Rand was unrivaled in her commitment to a firm foreign policy committed to defending the individual rights of Americans. Even as a fierce critic of Kennedy, she praised his blockade of Cuba during the 1962 missile crisis on the grounds that any step needed to eliminate “an intolerable threat to our national security” was justifiable.
But tariffs are notably different from blockades and embargoes used to oppose military threats. If one is truly committed to protecting Americans’ lives, property and freedom, one does not slap a tax on trade with an enemy regime, one outlaws it. To the extent that China poses a threat, we should ban exports there of militarily sensitive technology, and imports of its products that violate American intellectual property rights.
Full embargoes, of course, are tactics during imminent military conflict. In a 1964 interview with Playboy, Rand said that only an economic boycott of Soviet Russia was necessary to oppose its threat. She thought businessmen who wanted to trade with dictatorships should be free to do so, but at their own peril. (In a 1970 lecture, she quipped that the dictatorships always “took care of the peril.”)
Importantly, the use of military blockades or embargoes is not merely a pragmatic exception to a general policy of free trade. For Rand, there was a difference in principle, deriving from the basic principle of proper government: government is properly limited to the function of protecting individual rights. In peacetime, government protects property rights by protecting free trade. But in times of war or imminent military threat, government protects the rights of peaceful people by outlawing trade that aids and abets the threat of an aggressive foreign government.
Rand’s case for free trade itself was not essentially economic but based on moral principle.
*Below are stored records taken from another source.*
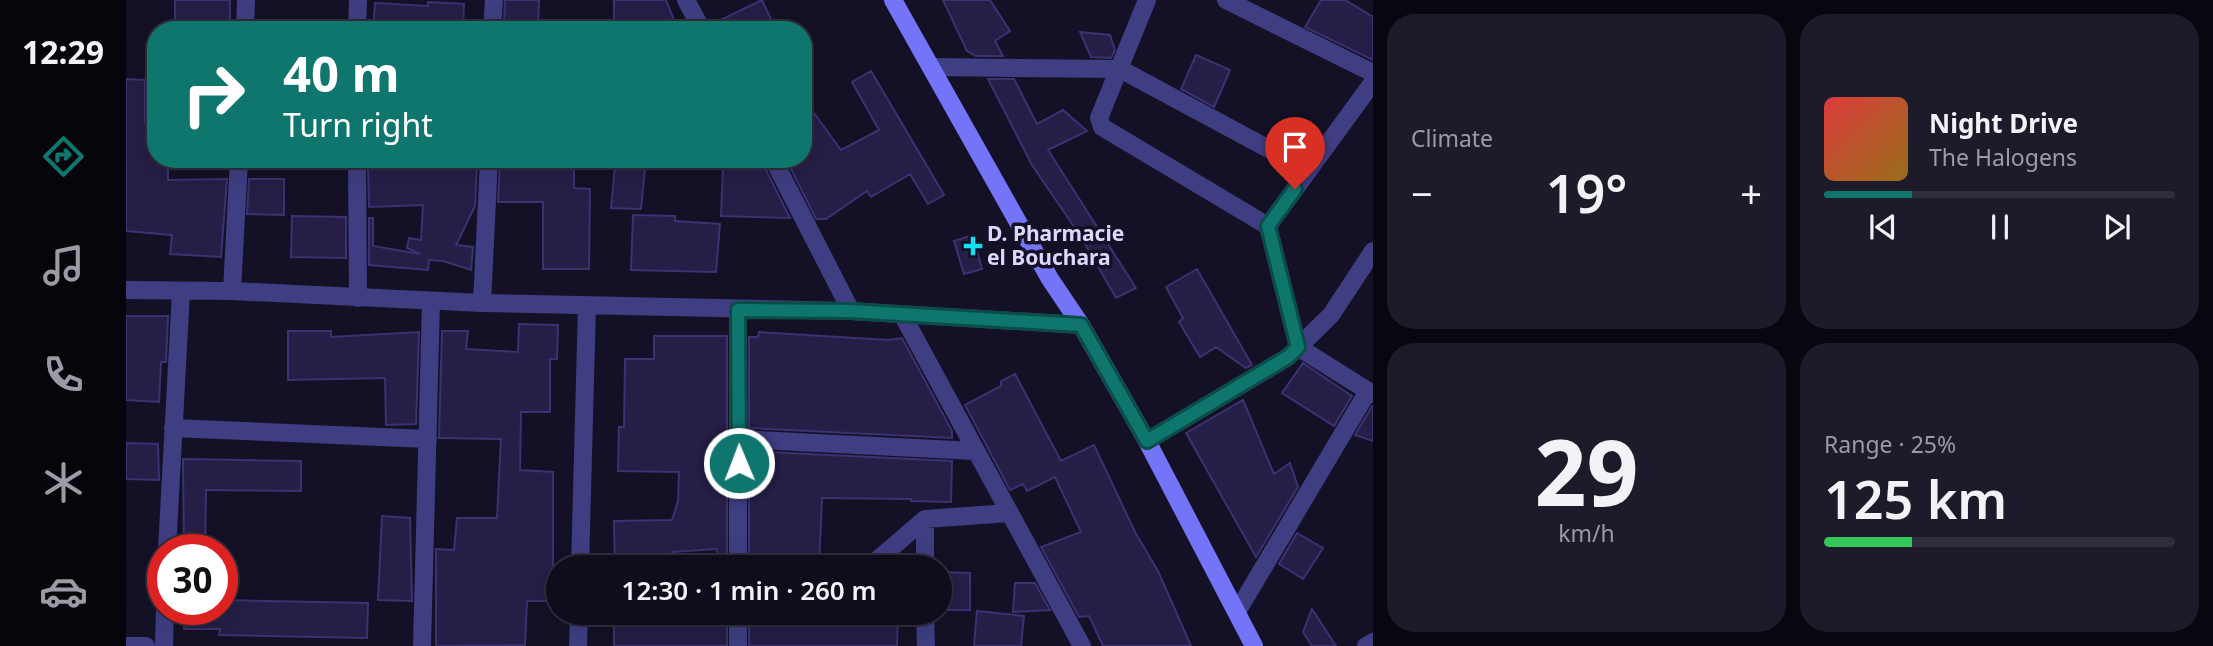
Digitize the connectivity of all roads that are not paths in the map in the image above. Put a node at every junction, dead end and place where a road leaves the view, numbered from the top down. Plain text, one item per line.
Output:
1 (246, 0) edge
2 (358, 0) edge
3 (494, 0) edge
4 (686, 0) edge
5 (893, 0) edge
6 (1147, 0) edge
7 (1226, 0) edge
8 (246, 21) edge
9 (357, 21) edge
10 (493, 21) edge
11 (697, 21) edge
12 (931, 68) junction
13 (1120, 69) junction
14 (1373, 72) edge
15 (1373, 82) edge
16 (239, 168) edge
17 (358, 168) edge
18 (489, 168) edge
19 (778, 168) edge
20 (1308, 170) junction
21 (1268, 226) junction
22 (1373, 251) edge
23 (126, 290) edge
24 (232, 291) junction
25 (181, 292) junction
26 (358, 298) junction
27 (431, 301) junction
28 (482, 303) junction
29 (587, 305) junction
30 (738, 310) junction
31 (850, 311) junction
32 (903, 316) junction
33 (1081, 325) junction
34 (1298, 347) junction
35 (1371, 392) edge
36 (173, 428) junction
37 (428, 439) junction
38 (739, 439) junction
39 (1147, 441) junction
40 (975, 452) junction
41 (1009, 513) junction
42 (925, 519) junction
43 (168, 534) edge
44 (580, 555) edge
45 (738, 555) edge
46 (883, 555) edge
47 (925, 555) edge
48 (1237, 612) junction
49 (165, 625) edge
50 (579, 625) edge
51 (738, 625) edge
52 (925, 625) edge
53 (1373, 642) edge
54 (126, 646) edge
55 (146, 646) edge
56 (164, 646) edge
57 (422, 646) edge
58 (578, 646) edge
59 (738, 646) edge
60 (926, 646) edge
61 (1082, 646) edge
62 (1254, 646) edge
63 (1366, 646) edge

1 - 8 street
2 - 9 street
3 - 10 street
4 - 11 street
5 - 12 street
6 - 13 street
7 - 14 street
12 - 13 street
12 - 33 street
13 - 20 street
13 - 21 street
15 - 20 street
16 - 24 street
17 - 26 street
18 - 28 street
19 - 31 street
20 - 21 street
21 - 34 street
22 - 34 street
23 - 25 street
24 - 25 street
24 - 26 street
25 - 36 street
26 - 27 street
27 - 28 street
27 - 37 street
28 - 29 street
29 - 30 street
29 - 44 street
30 - 31 street
30 - 38 street
31 - 32 street
32 - 33 street
32 - 40 street
33 - 39 street
34 - 35 street
34 - 39 street
35 - 48 street
36 - 37 street
36 - 43 street
37 - 57 street
38 - 40 street
38 - 45 street
39 - 48 street
40 - 41 street
41 - 42 street
41 - 61 street
42 - 46 street
42 - 47 street
48 - 62 street
49 - 56 street
50 - 58 street
51 - 59 street
52 - 60 street
53 - 63 street
54 - 55 street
Capitalism, she argued, is the system that protects by right the morally admirable activities of trade and production. Individual rights shield us from the initiation of physical force – whether by tax collectors, or dictators threatening us with missiles.
Today’s tariff frenzy is not really motivated by a concern for military threats, anyway. In her most important theoretical statement of the importance of individual rights, her 1963 essay “Man’s Rights,” Rand lampooned the actual motivation, stated then in the 1960 Democratic Party Platform’s claim that every businessman had a right to be free “from unfair competition.” She answered: “Property rights and the right of free trade are man’s only ‘economic rights’.”
The failed ideas of the Kennedy administration have now been scavenged from the scrap heap of history by Trump. Learning from Rand, we should oppose on principle any foolish attempt to purchase security at the expense of restricting free trade, no matter the fool’s party.